Kimberly Hall
December 7, 2016
Poetry In Motion: The Inconsistency of American Renaissance Poetry
Poe, Whitman, and Dickinson seem at first glance to have nothing in
common. Though they are all lyric poets, they each have a distinctive style,
though they sometimes deviate from it–Emily Dickinson, in fact, makes
inconsistency her trademark, while Poe sticks to formal verse and Whitman moves
onto free verse. What they most have in common is that they reflect the
ingenuity and transformation of the various ideas that make up the American
Renaissance as a period.
Edgar Allan Poe is the textbook example of a gothic Romantic writer, and
is probably the most recognizable of American poets. The musical quality of his
writing as well as its surreal, gothic content are not difficult to pick out of
a poetry line-up.
The
City in the Sea
is, in many ways, an extremely characteristic example of Poe’s poetry. The poem
itself works in formal verse–that is, it has a fixed rhyme and rhythm
scheme–which, as stated in the Poe Style Sheet, is characteristic of Poe’s work.

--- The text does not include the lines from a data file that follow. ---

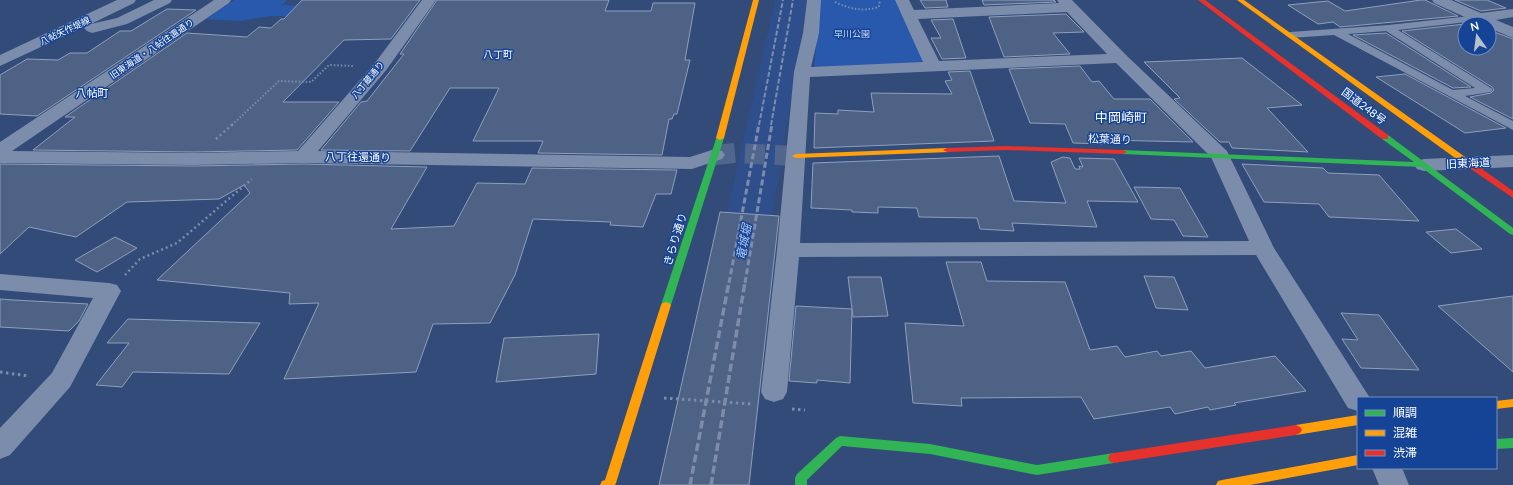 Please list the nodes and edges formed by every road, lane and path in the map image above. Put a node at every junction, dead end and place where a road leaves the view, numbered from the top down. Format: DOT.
graph roads {
  1 [pos="129,0"];
  2 [pos="165,0"];
  3 [pos="224,0"];
  4 [pos="430,0"];
  5 [pos="756,0"];
  6 [pos="814,0"];
  7 [pos="829,0"];
  8 [pos="880,0"];
  9 [pos="902,0"];
  10 [pos="1201,0"];
  11 [pos="1240,0"];
  12 [pos="1440,0"];
  13 [pos="1068,4"];
  14 [pos="1513,14"];
  15 [pos="909,15"];
  16 [pos="1476,16"];
  17 [pos="1496,16"];
  18 [pos="1457,20"];
  19 [pos="1497,26"];
  20 [pos="1388,28"];
  21 [pos="65,30"];
  22 [pos="1336,32"];
  23 [pos="1513,33"];
  24 [pos="1290,35"];
  25 [pos="1120,58"];
  26 [pos="0,61"];
  27 [pos="381,66"];
  28 [pos="933,66"];
  29 [pos="802,72"];
  30 [pos="1454,93"];
  31 [pos="1513,126"];
  32 [pos="0,151"];
  33 [pos="716,155"];
  34 [pos="1220,155"];
  35 [pos="796,156"];
  36 [pos="0,157"];
  37 [pos="278,157"];
  38 [pos="303,157"];
  39 [pos="193,159"];
  40 [pos="1513,161"];
  41 [pos="1467,162"];
  42 [pos="1424,165"];
  43 [pos="1513,195"];
  44 [pos="1513,232"];
  45 [pos="1263,248"];
  46 [pos="788,250"];
  47 [pos="0,282"];
  48 [pos="109,291"];
  49 [pos="774,392"];
  50 [pos="662,397"];
  51 [pos="1357,398"];
  52 [pos="1513,403"];
  53 [pos="755,404"];
  54 [pos="1497,405"];
  55 [pos="1357,420"];
  56 [pos="1513,442"];
  57 [pos="1497,444"];
  58 [pos="0,447"];
  59 [pos="1357,460"];
  60 [pos="1387,469"];
  61 [pos="608,484"];
  62 [pos="801,485"];
  63 [pos="1222,485"];
  64 [pos="1394,485"];
  1 -- 21 [label="street, 八帖矢作堤線"];
  2 -- 21 [label="street"];
  3 -- 32 [label="street, 旧東海道・八帖往還通り"];
  4 -- 27 [label="street, 八丁蔵通り"];
  5 -- 33 [label="main road, きらり通り"];
  6 -- 29 [label="street"];
  7 -- 8 [label="path"];
  9 -- 15 [label="street"];
  10 -- 42 [label="main road, 国道248号"];
  11 -- 24 [label="main road, 国道248号"];
  12 -- 16 [label="street"];
  13 -- 15 [label="street"];
  13 -- 25 [label="street"];
  14 -- 17 [label="street"];
  15 -- 28 [label="street"];
  18 -- 20 [label="lane"];
  19 -- 23 [label="street"];
  20 -- 22 [label="lane"];
  20 -- 30 [label="lane"];
  21 -- 26 [label="street, 八帖矢作堤線"];
  22 -- 24 [label="lane"];
  22 -- 30 [label="lane"];
  24 -- 41 [label="main road, 国道248号"];
  25 -- 28 [label="street"];
  25 -- 34 [label="street"];
  27 -- 38 [label="street, 八丁蔵通り"];
  27 -- 39 [label="path"];
  28 -- 29 [label="street"];
  29 -- 35 [label="street"];
  30 -- 31 [label="lane"];
  33 -- 38 [label="street, 八丁往還通り"];
  33 -- 61 [label="main road, きらり通り"];
  34 -- 35 [label="main road, 松葉通り"];
  34 -- 42 [label="main road, 松葉通り"];
  34 -- 45 [label="street"];
  35 -- 46 [label="street"];
  36 -- 39 [label="street, 八丁往還通り"];
  37 -- 38 [label="street, 八丁往還通り"];
  37 -- 39 [label="street, 八丁往還通り"];
  37 -- 48 [label="path"];
  40 -- 41 [label="street, 旧東海道"];
  41 -- 42 [label="street, 旧東海道"];
  41 -- 43 [label="main road, 国道248号"];
  42 -- 44 [label="main road, 国道248号"];
  45 -- 46 [label="street"];
  45 -- 51 [label="street"];
  46 -- 49 [label="street"];
  47 -- 48 [label="street"];
  48 -- 58 [label="street"];
  50 -- 53 [label="path"];
  52 -- 54 [label="main road"];
  55 -- 62 [label="main road"];
  56 -- 57 [label="main road"];
  59 -- 63 [label="main road"];
  60 -- 64 [label="street"];
} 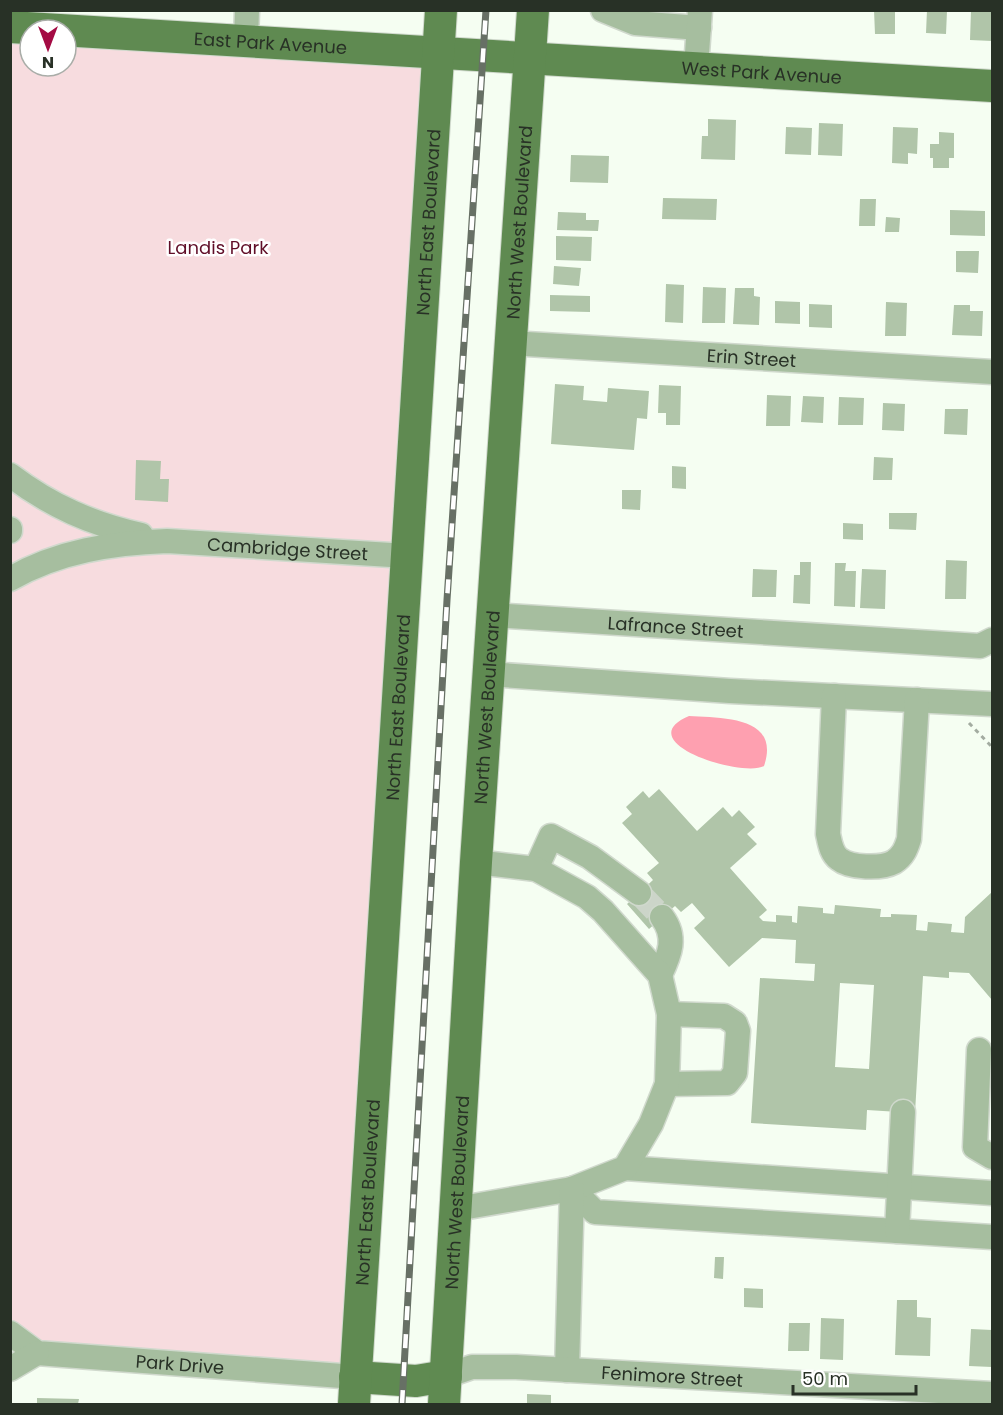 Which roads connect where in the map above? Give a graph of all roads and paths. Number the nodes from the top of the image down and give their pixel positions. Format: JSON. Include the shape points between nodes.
{"nodes":[{"id":1,"x":441,"y":10,"type":"edge"},
{"id":2,"x":533,"y":10,"type":"edge"},
{"id":3,"x":603,"y":10,"type":"edge"},
{"id":4,"x":699,"y":20,"type":"edge"},
{"id":5,"x":247,"y":25,"type":"edge"},
{"id":6,"x":10,"y":27,"type":"edge"},
{"id":7,"x":439,"y":51,"type":"junction"},
{"id":8,"x":530,"y":57,"type":"junction"},
{"id":9,"x":696,"y":68,"type":"junction"},
{"id":10,"x":993,"y":86,"type":"edge"},
{"id":11,"x":510,"y":343,"type":"junction"},
{"id":12,"x":993,"y":372,"type":"edge"},
{"id":13,"x":10,"y":475,"type":"edge"},
{"id":14,"x":167,"y":541,"type":"junction"},
{"id":15,"x":407,"y":556,"type":"junction"},
{"id":16,"x":10,"y":579,"type":"edge"},
{"id":17,"x":492,"y":615,"type":"junction"},
{"id":18,"x":993,"y":640,"type":"edge"},
{"id":19,"x":488,"y":674,"type":"junction"},
{"id":20,"x":834,"y":696,"type":"junction"},
{"id":21,"x":917,"y":700,"type":"junction"},
{"id":22,"x":950,"y":702,"type":"junction"},
{"id":23,"x":993,"y":704,"type":"edge"},
{"id":24,"x":993,"y":747,"type":"edge"},
{"id":25,"x":476,"y":862,"type":"junction"},
{"id":26,"x":536,"y":868,"type":"junction"},
{"id":27,"x":603,"y":911,"type":"junction"},
{"id":28,"x":662,"y":917,"type":"tunnel mouth"},
{"id":29,"x":660,"y":975,"type":"junction"},
{"id":30,"x":669,"y":1014,"type":"junction"},
{"id":31,"x":979,"y":1050,"type":"dead end"},
{"id":32,"x":667,"y":1084,"type":"junction"},
{"id":33,"x":903,"y":1112,"type":"dead end"},
{"id":34,"x":993,"y":1157,"type":"edge"},
{"id":35,"x":625,"y":1168,"type":"junction"},
{"id":36,"x":899,"y":1186,"type":"junction"},
{"id":37,"x":572,"y":1189,"type":"junction"},
{"id":38,"x":993,"y":1193,"type":"edge"},
{"id":39,"x":456,"y":1209,"type":"junction"},
{"id":40,"x":897,"y":1231,"type":"junction"},
{"id":41,"x":993,"y":1237,"type":"edge"},
{"id":42,"x":10,"y":1333,"type":"edge"},
{"id":43,"x":37,"y":1353,"type":"junction"},
{"id":44,"x":10,"y":1369,"type":"edge"},
{"id":45,"x":567,"y":1370,"type":"junction"},
{"id":46,"x":445,"y":1390,"type":"edge"},
{"id":47,"x":355,"y":1391,"type":"edge"},
{"id":48,"x":993,"y":1394,"type":"edge"}],
"edges":[{"from":1,"to":7,"type":"main road","name":"North East Boulevard"},
{"from":2,"to":8,"type":"main road","name":"North West Boulevard"},
{"from":3,"to":4,"type":"street","via":[[635,23]]},
{"from":4,"to":9,"type":"street"},
{"from":5,"to":6,"type":"main road","name":"East Park Avenue"},
{"from":5,"to":7,"type":"main road","name":"East Park Avenue"},
{"from":7,"to":8,"type":"main road","name":"East Park Avenue"},
{"from":7,"to":15,"type":"main road","name":"North East Boulevard"},
{"from":8,"to":9,"type":"main road","name":"West Park Avenue"},
{"from":8,"to":11,"type":"main road","name":"North West Boulevard"},
{"from":9,"to":10,"type":"main road","name":"West Park Avenue"},
{"from":11,"to":12,"type":"street","name":"Erin Street"},
{"from":11,"to":17,"type":"main road","name":"North West Boulevard"},
{"from":13,"to":14,"type":"street","name":"Cambridge Street","via":[[45,500],[84,519]]},
{"from":14,"to":15,"type":"street","name":"Cambridge Street"},
{"from":14,"to":16,"type":"street","name":"Cambridge Street","via":[[84,550]]},
{"from":15,"to":47,"type":"main road","name":"North East Boulevard"},
{"from":17,"to":18,"type":"street","name":"Lafrance Street","via":[[980,646]]},
{"from":17,"to":19,"type":"main road","name":"North West Boulevard"},
{"from":19,"to":20,"type":"street"},
{"from":19,"to":25,"type":"main road","name":"North West Boulevard"},
{"from":20,"to":21,"type":"street"},
{"from":20,"to":21,"type":"street","via":[[831,849],[839,860],[873,866],[892,863],[905,852],[909,839]]},
{"from":21,"to":22,"type":"street"},
{"from":22,"to":23,"type":"street"},
{"from":22,"to":24,"type":"path"},
{"from":25,"to":26,"type":"street"},
{"from":25,"to":39,"type":"main road","name":"North West Boulevard"},
{"from":26,"to":27,"type":"street","via":[[587,897]]},
{"from":26,"to":27,"type":"street","via":[[551,836],[590,857],[632,888]]},
{"from":27,"to":29,"type":"street"},
{"from":28,"to":29,"type":"street","via":[[672,936],[672,947]]},
{"from":29,"to":30,"type":"street"},
{"from":30,"to":32,"type":"street"},
{"from":30,"to":32,"type":"street","via":[[724,1016],[735,1023],[738,1031],[735,1073],[727,1083]]},
{"from":31,"to":34,"type":"street","via":[[975,1147]]},
{"from":32,"to":35,"type":"street","via":[[651,1124]]},
{"from":33,"to":36,"type":"street"},
{"from":35,"to":36,"type":"street"},
{"from":35,"to":37,"type":"street"},
{"from":36,"to":38,"type":"street"},
{"from":36,"to":40,"type":"street"},
{"from":37,"to":39,"type":"street"},
{"from":37,"to":40,"type":"street","via":[[596,1212]]},
{"from":37,"to":45,"type":"street"},
{"from":39,"to":46,"type":"main road","name":"North West Boulevard"},
{"from":40,"to":41,"type":"street"},
{"from":42,"to":43,"type":"street"},
{"from":43,"to":44,"type":"street"},
{"from":43,"to":47,"type":"street","name":"Park Drive"},
{"from":45,"to":46,"type":"street","name":"Fenimore Street","via":[[488,1366],[459,1370]]},
{"from":45,"to":48,"type":"street","name":"Fenimore Street"},
{"from":46,"to":47,"type":"main road","name":"Fenimore Street","via":[[433,1380],[416,1380]]}]}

Combined with the dreaminess of the imagery, the poetry sounds musical when read
aloud. Also characteristic of Poe are mythological allusions (“up Babylon-like
walls”) and European gothic images of ancient architecture (“Time-eaten towers”
and “shadowy long-forgotten bowers”). Both of these aspects give the poetry a
sense of history or timelessness. Probably Poe’s most distinctive rhetorical
technique, though, is his use of excess. In “The City in the Sea”, Poe uses
phrases like “the worst and the best/Have gone to their eternal rest” and “Death
looks gigantically down”; these words indicating extremes have the effect of
intensifying whatever it is Poe is describing. Intense images and emotions are a
trademark of Romanticism, even more so for Poe than for other poets of the time.
The only uncharacteristically-Poe aspect of this poem is that there is some
deviation in the rhyme scheme in different stanzas.
Walt Whitman writes on the opposite end of the Romantic poetry spectrum
as Poe, being the Romantic poet that is stylistically closest to the realists
(Comparative Study of Poe, Whitman, Dickinson). Whitman was the first American
poet to write extensively in free verse, without a fixed rhyme or rhythm scheme,
which was revolutionary in the 1800s. Whitman also worked with more everyday
subject matter than Poe, who tended towards theatricality and grandeur.
When I Heard the Learn’d
Astronomer is quite characteristic of Whitman’s work, even in the title–as
noted in the Whitman Style Sheet, a particular stylistic eccentricity of Walt
Whitman is that he occasionally drops silent vowels. This ensures that the
reader reads certain words as they would speak them; in
When I Heard the Learn’d Astronomer,
dropping the ‘e’ in the word ‘learn’d’ ensures that one does not pronounce it as
‘learn-ed’, with two syllables. Other examples of this include “wander’d off”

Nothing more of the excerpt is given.